Segment Open

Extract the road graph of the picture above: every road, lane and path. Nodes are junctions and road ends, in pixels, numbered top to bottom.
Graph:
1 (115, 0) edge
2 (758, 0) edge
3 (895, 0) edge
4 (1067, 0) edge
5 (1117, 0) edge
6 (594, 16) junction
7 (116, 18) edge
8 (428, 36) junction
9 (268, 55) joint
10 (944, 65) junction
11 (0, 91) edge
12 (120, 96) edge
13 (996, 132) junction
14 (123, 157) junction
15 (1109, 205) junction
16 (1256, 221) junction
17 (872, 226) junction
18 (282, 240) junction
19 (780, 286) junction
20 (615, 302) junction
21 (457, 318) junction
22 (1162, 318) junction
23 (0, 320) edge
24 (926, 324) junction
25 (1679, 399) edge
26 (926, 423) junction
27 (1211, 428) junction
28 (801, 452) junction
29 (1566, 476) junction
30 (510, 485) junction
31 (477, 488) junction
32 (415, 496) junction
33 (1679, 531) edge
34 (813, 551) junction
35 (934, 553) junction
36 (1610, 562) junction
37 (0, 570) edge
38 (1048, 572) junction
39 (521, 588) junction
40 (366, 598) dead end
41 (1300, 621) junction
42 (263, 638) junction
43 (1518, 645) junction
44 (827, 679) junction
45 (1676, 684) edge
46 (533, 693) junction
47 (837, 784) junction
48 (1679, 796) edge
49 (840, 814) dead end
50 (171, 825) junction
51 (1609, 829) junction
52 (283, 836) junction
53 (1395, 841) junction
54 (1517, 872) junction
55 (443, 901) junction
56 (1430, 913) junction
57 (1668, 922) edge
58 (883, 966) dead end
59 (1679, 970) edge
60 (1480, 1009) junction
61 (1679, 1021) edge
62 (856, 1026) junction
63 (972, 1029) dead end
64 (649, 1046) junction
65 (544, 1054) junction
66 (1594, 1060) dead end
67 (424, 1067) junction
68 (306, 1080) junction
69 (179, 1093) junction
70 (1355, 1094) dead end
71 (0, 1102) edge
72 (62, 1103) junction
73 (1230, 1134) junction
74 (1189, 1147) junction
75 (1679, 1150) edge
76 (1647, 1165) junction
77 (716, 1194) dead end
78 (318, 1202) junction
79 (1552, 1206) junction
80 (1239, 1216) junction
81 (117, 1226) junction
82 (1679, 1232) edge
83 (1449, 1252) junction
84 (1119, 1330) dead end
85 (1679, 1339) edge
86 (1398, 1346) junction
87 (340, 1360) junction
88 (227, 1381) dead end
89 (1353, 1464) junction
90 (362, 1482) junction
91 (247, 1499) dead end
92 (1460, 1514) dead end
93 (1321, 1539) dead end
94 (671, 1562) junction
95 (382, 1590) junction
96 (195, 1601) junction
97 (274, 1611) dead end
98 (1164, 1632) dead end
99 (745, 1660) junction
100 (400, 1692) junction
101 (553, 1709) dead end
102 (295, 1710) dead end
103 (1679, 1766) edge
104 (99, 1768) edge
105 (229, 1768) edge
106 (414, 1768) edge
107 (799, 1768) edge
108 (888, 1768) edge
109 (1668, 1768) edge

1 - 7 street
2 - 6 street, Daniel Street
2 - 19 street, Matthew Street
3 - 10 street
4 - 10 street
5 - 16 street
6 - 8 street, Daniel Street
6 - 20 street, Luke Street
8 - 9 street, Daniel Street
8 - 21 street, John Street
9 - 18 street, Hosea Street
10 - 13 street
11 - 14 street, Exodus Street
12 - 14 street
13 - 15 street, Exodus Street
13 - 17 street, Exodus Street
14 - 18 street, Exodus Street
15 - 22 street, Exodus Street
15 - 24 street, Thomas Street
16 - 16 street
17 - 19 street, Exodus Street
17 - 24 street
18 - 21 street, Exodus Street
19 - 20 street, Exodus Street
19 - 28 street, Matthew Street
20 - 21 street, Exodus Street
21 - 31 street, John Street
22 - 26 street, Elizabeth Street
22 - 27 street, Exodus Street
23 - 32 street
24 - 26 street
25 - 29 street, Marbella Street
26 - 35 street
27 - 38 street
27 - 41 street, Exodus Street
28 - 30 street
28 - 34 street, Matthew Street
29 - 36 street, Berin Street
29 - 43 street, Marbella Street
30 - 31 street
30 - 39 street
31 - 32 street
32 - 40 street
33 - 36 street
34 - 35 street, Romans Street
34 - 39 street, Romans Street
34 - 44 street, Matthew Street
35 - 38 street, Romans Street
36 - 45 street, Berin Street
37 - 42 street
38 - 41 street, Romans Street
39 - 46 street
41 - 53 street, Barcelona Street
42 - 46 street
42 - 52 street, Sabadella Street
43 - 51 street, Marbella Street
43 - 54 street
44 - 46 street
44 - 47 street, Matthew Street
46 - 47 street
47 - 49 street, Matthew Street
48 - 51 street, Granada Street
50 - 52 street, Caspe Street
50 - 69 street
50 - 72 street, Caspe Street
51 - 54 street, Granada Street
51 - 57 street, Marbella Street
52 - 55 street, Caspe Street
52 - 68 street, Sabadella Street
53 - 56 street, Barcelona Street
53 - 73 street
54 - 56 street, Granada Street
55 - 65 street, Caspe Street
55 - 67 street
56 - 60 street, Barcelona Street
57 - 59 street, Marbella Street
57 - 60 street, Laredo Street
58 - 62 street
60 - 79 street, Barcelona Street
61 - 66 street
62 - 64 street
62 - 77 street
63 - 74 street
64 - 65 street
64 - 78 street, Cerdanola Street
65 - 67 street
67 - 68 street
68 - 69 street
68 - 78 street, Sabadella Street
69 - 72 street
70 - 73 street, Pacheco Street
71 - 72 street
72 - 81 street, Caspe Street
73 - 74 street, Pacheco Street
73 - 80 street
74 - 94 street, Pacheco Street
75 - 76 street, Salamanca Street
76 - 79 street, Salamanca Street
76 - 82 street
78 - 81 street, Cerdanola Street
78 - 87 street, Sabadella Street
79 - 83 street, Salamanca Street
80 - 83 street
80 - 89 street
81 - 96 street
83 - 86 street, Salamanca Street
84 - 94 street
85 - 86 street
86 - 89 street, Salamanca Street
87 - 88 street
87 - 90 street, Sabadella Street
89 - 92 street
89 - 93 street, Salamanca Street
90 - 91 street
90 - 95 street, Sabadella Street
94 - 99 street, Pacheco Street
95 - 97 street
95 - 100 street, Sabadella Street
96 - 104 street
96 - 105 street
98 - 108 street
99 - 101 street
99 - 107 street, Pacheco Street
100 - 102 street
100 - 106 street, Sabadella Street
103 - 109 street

Segment Closed

> _Exercise objective_:
The required output is the full set of entries, reproduced verbatim.

> _Response_:
Extract the road graph of the picture above: every road, lane and path. Nodes are junctions and road ends, in pixels, numbered top to bottom.
Graph:
1 (115, 0) edge
2 (758, 0) edge
3 (895, 0) edge
4 (1067, 0) edge
5 (1117, 0) edge
6 (594, 16) junction
7 (116, 18) edge
8 (428, 36) junction
9 (268, 55) joint
10 (944, 65) junction
11 (0, 91) edge
12 (120, 96) edge
13 (996, 132) junction
14 (123, 157) junction
15 (1109, 205) junction
16 (1256, 221) junction
17 (872, 226) junction
18 (282, 240) junction
19 (780, 286) junction
20 (615, 302) junction
21 (457, 318) junction
22 (1162, 318) junction
23 (0, 320) edge
24 (926, 324) junction
25 (1679, 399) edge
26 (926, 423) junction
27 (1211, 428) junction
28 (801, 452) junction
29 (1566, 476) junction
30 (510, 485) junction
31 (477, 488) junction
32 (415, 496) junction
33 (1679, 531) edge
34 (813, 551) junction
35 (934, 553) junction
36 (1610, 562) junction
37 (0, 570) edge
38 (1048, 572) junction
39 (521, 588) junction
40 (366, 598) dead end
41 (1300, 621) junction
42 (263, 638) junction
43 (1518, 645) junction
44 (827, 679) junction
45 (1676, 684) edge
46 (533, 693) junction
47 (837, 784) junction
48 (1679, 796) edge
49 (840, 814) dead end
50 (171, 825) junction
51 (1609, 829) junction
52 (283, 836) junction
53 (1395, 841) junction
54 (1517, 872) junction
55 (443, 901) junction
56 (1430, 913) junction
57 (1668, 922) edge
58 (883, 966) dead end
59 (1679, 970) edge
60 (1480, 1009) junction
61 (1679, 1021) edge
62 (856, 1026) junction
63 (972, 1029) dead end
64 (649, 1046) junction
65 (544, 1054) junction
66 (1594, 1060) dead end
67 (424, 1067) junction
68 (306, 1080) junction
69 (179, 1093) junction
70 (1355, 1094) dead end
71 (0, 1102) edge
72 (62, 1103) junction
73 (1230, 1134) junction
74 (1189, 1147) junction
75 (1679, 1150) edge
76 (1647, 1165) junction
77 (716, 1194) dead end
78 (318, 1202) junction
79 (1552, 1206) junction
80 (1239, 1216) junction
81 (117, 1226) junction
82 (1679, 1232) edge
83 (1449, 1252) junction
84 (1119, 1330) dead end
85 (1679, 1339) edge
86 (1398, 1346) junction
87 (340, 1360) junction
88 (227, 1381) dead end
89 (1353, 1464) junction
90 (362, 1482) junction
91 (247, 1499) dead end
92 (1460, 1514) dead end
93 (1321, 1539) dead end
94 (671, 1562) junction
95 (382, 1590) junction
96 (195, 1601) junction
97 (274, 1611) dead end
98 (1164, 1632) dead end
99 (745, 1660) junction
100 (400, 1692) junction
101 (553, 1709) dead end
102 (295, 1710) dead end
103 (1679, 1766) edge
104 (99, 1768) edge
105 (229, 1768) edge
106 (414, 1768) edge
107 (799, 1768) edge
108 (888, 1768) edge
109 (1668, 1768) edge

1 - 7 street
2 - 6 street, Daniel Street
2 - 19 street, Matthew Street
3 - 10 street
4 - 10 street
5 - 16 street
6 - 8 street, Daniel Street
6 - 20 street, Luke Street
8 - 9 street, Daniel Street
8 - 21 street, John Street
9 - 18 street, Hosea Street
10 - 13 street
11 - 14 street, Exodus Street
12 - 14 street
13 - 15 street, Exodus Street
13 - 17 street, Exodus Street
14 - 18 street, Exodus Street
15 - 22 street, Exodus Street
15 - 24 street, Thomas Street
16 - 16 street
17 - 19 street, Exodus Street
17 - 24 street
18 - 21 street, Exodus Street
19 - 20 street, Exodus Street
19 - 28 street, Matthew Street
20 - 21 street, Exodus Street
21 - 31 street, John Street
22 - 26 street, Elizabeth Street
22 - 27 street, Exodus Street
23 - 32 street
24 - 26 street
25 - 29 street, Marbella Street
26 - 35 street
27 - 38 street
27 - 41 street, Exodus Street
28 - 30 street
28 - 34 street, Matthew Street
29 - 36 street, Berin Street
29 - 43 street, Marbella Street
30 - 31 street
30 - 39 street
31 - 32 street
32 - 40 street
33 - 36 street
34 - 35 street, Romans Street
34 - 39 street, Romans Street
34 - 44 street, Matthew Street
35 - 38 street, Romans Street
36 - 45 street, Berin Street
37 - 42 street
38 - 41 street, Romans Street
39 - 46 street
41 - 53 street, Barcelona Street
42 - 46 street
42 - 52 street, Sabadella Street
43 - 51 street, Marbella Street
43 - 54 street
44 - 46 street
44 - 47 street, Matthew Street
46 - 47 street
47 - 49 street, Matthew Street
48 - 51 street, Granada Street
50 - 52 street, Caspe Street
50 - 69 street
50 - 72 street, Caspe Street
51 - 54 street, Granada Street
51 - 57 street, Marbella Street
52 - 55 street, Caspe Street
52 - 68 street, Sabadella Street
53 - 56 street, Barcelona Street
53 - 73 street
54 - 56 street, Granada Street
55 - 65 street, Caspe Street
55 - 67 street
56 - 60 street, Barcelona Street
57 - 59 street, Marbella Street
57 - 60 street, Laredo Street
58 - 62 street
60 - 79 street, Barcelona Street
61 - 66 street
62 - 64 street
62 - 77 street
63 - 74 street
64 - 65 street
64 - 78 street, Cerdanola Street
65 - 67 street
67 - 68 street
68 - 69 street
68 - 78 street, Sabadella Street
69 - 72 street
70 - 73 street, Pacheco Street
71 - 72 street
72 - 81 street, Caspe Street
73 - 74 street, Pacheco Street
73 - 80 street
74 - 94 street, Pacheco Street
75 - 76 street, Salamanca Street
76 - 79 street, Salamanca Street
76 - 82 street
78 - 81 street, Cerdanola Street
78 - 87 street, Sabadella Street
79 - 83 street, Salamanca Street
80 - 83 street
80 - 89 street
81 - 96 street
83 - 86 street, Salamanca Street
84 - 94 street
85 - 86 street
86 - 89 street, Salamanca Street
87 - 88 street
87 - 90 street, Sabadella Street
89 - 92 street
89 - 93 street, Salamanca Street
90 - 91 street
90 - 95 street, Sabadella Street
94 - 99 street, Pacheco Street
95 - 97 street
95 - 100 street, Sabadella Street
96 - 104 street
96 - 105 street
98 - 108 street
99 - 101 street
99 - 107 street, Pacheco Street
100 - 102 street
100 - 106 street, Sabadella Street
103 - 109 street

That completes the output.